* WHAT THE TASK REQUIRES *
Extract from the listing each line in which the word "edge" appears.

* DATA RECORDS *
● ● ● ● ● ● ●
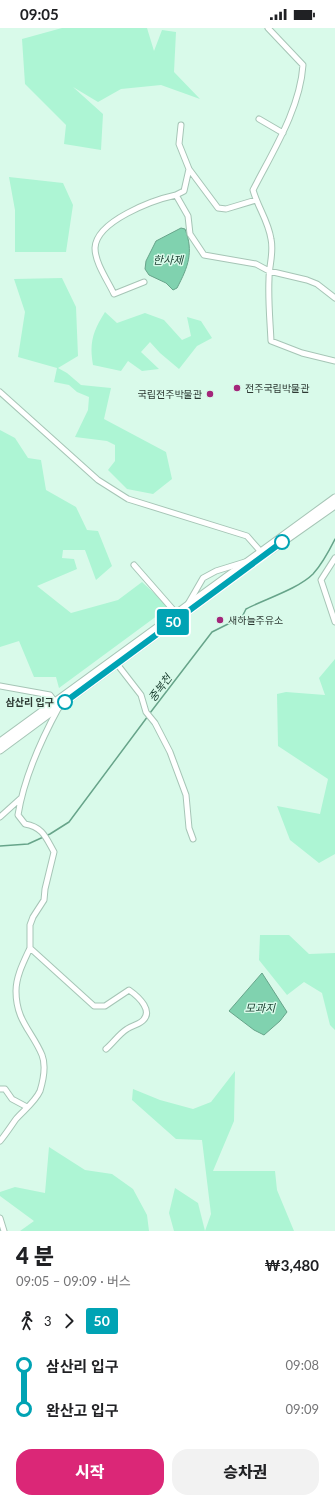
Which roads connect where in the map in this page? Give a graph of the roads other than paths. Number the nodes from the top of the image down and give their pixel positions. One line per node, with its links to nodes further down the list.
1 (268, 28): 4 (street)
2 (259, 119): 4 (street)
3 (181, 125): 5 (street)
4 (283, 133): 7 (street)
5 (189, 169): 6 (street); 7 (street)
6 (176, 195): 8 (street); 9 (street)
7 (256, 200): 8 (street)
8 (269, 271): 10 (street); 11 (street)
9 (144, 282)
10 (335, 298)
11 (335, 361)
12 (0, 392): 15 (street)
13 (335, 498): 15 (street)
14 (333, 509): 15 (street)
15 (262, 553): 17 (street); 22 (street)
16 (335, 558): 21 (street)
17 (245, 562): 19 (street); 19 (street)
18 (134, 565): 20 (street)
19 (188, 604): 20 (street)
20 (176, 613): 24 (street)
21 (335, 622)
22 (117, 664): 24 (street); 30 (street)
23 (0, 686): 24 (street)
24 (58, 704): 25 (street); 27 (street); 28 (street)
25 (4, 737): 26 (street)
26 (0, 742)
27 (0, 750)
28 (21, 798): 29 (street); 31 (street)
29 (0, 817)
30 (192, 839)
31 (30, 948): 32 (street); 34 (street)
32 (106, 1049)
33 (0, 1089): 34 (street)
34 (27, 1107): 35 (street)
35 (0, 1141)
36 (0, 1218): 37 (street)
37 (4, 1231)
● ● ● ● ● ● ●
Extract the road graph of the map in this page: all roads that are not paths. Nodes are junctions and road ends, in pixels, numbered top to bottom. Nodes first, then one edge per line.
● ● ● ● ● ● ●
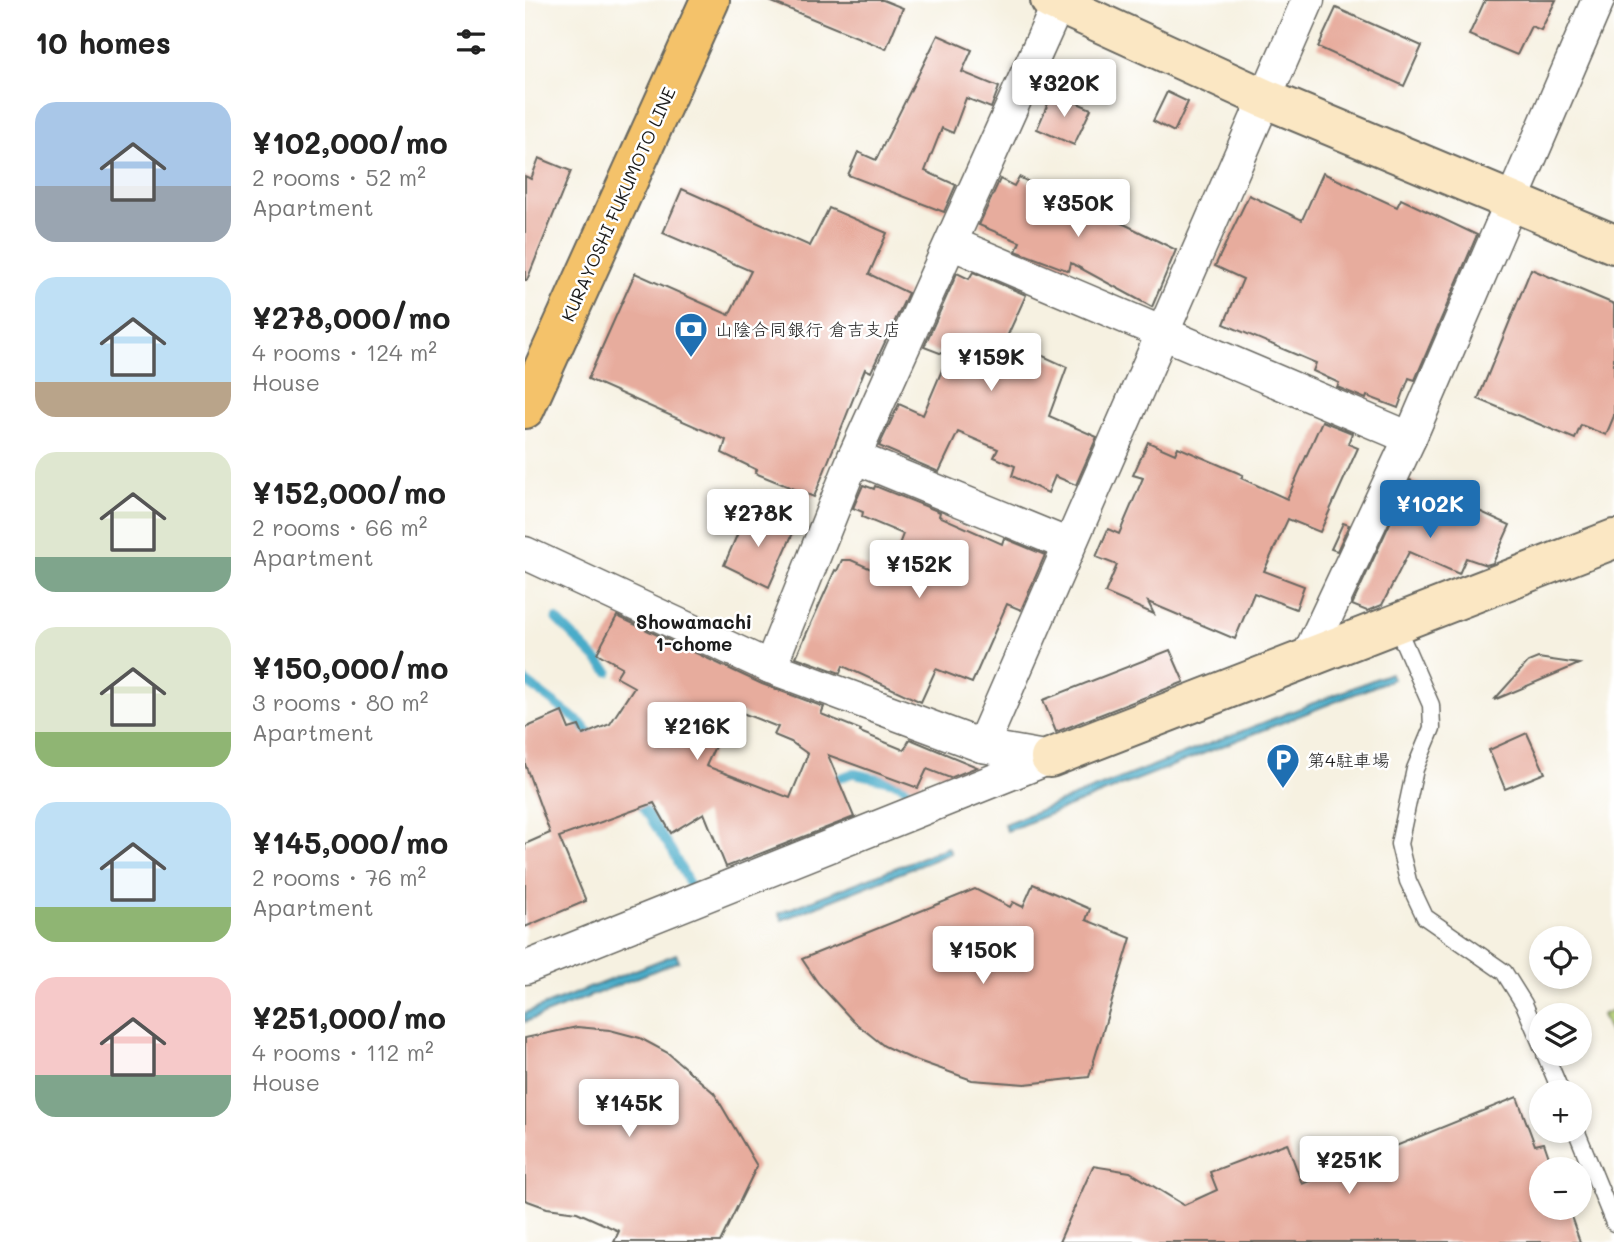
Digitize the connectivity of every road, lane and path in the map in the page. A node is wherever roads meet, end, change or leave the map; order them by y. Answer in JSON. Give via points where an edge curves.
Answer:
● ● ● ● ● ● ●
* OUTPUT BELOW *
Extract the road graph of the map in this page: all roads that are not paths. Nodes are junctions and road ends, in pixels, numbered top to bottom. Nodes first, then one edge per line.
Digitize the connectivity of every road, lane and path in the map in the page. A node is wherever roads meet, end, change or leave the map; order them by y. Answer in JSON. Give via points where an edge curves.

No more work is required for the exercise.